Così ora la gente la chiama, anche se Cabeza de Vaca battezzerà questa, e le altre cascate accanto, “Saltos de Santa Maria”. Ma queste cascate  un nome già l'avevano e lo manterranno: Iguazù   Dato loro dal popolo che da sempre le conosceva, gli indios Guaranì. Mirabile sintesi di un fenomeno spettacolare di indescrivibile bellezza: Y, “acqua”, Guazù, “grande”.

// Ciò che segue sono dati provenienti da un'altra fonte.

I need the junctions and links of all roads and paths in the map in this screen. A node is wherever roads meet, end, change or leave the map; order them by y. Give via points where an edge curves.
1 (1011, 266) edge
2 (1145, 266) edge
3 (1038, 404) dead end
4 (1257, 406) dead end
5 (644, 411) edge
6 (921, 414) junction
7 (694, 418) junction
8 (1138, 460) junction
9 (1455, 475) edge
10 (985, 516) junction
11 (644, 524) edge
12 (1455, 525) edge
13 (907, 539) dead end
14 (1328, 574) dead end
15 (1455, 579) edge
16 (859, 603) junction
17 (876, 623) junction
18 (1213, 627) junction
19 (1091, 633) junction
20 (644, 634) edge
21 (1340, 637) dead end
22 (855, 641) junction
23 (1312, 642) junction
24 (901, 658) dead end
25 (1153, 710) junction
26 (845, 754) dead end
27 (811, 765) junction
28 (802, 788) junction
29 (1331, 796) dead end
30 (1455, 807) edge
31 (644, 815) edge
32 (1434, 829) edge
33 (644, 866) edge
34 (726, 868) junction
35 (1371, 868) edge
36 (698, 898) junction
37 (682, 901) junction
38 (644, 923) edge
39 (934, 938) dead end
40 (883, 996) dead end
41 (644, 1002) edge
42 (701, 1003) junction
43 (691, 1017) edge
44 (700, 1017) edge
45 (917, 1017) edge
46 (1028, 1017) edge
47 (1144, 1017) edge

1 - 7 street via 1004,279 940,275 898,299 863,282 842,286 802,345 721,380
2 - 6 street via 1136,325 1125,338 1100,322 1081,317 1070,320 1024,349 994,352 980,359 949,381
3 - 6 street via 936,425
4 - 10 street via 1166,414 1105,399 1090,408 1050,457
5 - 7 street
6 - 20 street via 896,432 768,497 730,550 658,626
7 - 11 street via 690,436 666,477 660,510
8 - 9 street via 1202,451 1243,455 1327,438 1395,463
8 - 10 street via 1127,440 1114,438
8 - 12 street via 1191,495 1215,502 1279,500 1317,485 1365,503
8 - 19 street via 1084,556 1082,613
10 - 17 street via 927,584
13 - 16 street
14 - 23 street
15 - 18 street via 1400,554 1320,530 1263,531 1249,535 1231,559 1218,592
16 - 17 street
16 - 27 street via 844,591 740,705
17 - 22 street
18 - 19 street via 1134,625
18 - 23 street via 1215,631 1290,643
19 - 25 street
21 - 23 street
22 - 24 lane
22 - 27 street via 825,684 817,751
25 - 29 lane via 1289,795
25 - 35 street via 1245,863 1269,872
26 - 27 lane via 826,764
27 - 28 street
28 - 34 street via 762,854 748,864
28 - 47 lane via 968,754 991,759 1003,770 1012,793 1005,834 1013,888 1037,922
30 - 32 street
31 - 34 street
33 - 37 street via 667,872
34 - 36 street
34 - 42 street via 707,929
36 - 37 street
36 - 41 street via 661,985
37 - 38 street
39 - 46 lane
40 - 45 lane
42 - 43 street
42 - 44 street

Noi abbiamo un debole per lo scrittore uruguaiano Eduardo Galeano. E anche ora, per la terza volta nella nostra vita davanti alla “Cataratas del Iguazù”, non abbiamo potuto fare a meno di ripensare a questa sua pagina: 

 “Buttando fumo da sotto il vestito di ferro, tormentato dalle punture e dalle piaghe, Álvar Núñez Cabeza de Vaca scende da cavallo e vede Dio per la prima volta. Le farfalle giganti svolazzano intorno. Cabeza de Vaca si inginocchia davanti alle cascate dell'Iguazù. I torrenti, strepitosi, schiumosi, si rovesciano dal cielo per lavare il sangue di tutti i caduti e per riscattare tutti i deserti, fiumane impetuose che sprigionano vapori e arcobaleni e cavano foreste dal fondo della terra secca: acque che ruggiscono, eiaculazione di Dio che feconda la terra, eterno primo giorno della Creazione.
Per scoprire questa pioggia di Dio, Cabeza de Vaca ha camminato una metà del mondo e navigato l'altra metà. Per conoscerla ha sofferto naufragi e sofferenze; per vederla è nato con gli occhi nella faccia. Quel che gli resta da vivere sarà un regalo.”